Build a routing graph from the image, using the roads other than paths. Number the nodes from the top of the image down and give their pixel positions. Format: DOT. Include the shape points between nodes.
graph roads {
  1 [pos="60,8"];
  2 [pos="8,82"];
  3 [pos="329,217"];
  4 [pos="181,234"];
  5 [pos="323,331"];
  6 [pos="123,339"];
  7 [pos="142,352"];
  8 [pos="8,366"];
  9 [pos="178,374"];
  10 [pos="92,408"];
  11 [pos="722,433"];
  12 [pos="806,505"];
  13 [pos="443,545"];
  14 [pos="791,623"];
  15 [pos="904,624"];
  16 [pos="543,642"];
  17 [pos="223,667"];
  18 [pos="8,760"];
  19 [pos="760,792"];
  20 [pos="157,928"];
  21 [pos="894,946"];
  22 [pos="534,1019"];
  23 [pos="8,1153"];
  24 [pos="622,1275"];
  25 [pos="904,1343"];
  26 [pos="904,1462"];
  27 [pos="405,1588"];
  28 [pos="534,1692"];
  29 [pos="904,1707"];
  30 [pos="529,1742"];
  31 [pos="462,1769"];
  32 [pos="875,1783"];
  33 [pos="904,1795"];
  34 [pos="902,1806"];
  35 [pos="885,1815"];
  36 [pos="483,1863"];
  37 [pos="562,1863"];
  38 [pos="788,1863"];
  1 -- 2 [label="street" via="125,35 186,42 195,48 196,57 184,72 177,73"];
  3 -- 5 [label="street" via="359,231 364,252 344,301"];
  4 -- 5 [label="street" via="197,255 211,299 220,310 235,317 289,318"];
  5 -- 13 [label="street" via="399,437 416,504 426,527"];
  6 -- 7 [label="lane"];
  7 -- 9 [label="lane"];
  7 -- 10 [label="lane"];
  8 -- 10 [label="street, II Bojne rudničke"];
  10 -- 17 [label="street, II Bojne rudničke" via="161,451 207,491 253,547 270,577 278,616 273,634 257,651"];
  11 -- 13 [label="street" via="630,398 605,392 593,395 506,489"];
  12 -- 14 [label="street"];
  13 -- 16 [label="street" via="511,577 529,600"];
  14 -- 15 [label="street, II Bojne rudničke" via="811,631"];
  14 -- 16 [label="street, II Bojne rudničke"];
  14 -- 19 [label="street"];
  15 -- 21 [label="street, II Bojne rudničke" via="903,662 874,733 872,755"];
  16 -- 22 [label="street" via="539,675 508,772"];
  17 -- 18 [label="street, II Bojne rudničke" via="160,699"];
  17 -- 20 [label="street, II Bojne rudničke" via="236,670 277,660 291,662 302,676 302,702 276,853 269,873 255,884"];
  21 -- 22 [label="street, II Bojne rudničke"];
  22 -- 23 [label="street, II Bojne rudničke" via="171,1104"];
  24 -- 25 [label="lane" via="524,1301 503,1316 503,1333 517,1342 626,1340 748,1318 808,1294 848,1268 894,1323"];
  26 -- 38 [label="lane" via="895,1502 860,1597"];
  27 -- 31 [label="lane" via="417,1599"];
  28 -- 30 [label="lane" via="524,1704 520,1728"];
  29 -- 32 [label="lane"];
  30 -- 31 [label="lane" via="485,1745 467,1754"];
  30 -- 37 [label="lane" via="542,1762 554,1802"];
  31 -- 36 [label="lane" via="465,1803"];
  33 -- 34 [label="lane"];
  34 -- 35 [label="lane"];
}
※
-- The problem --
From the listing, tally every line with the word "roads" in it and give only the tally.

-- Result --
2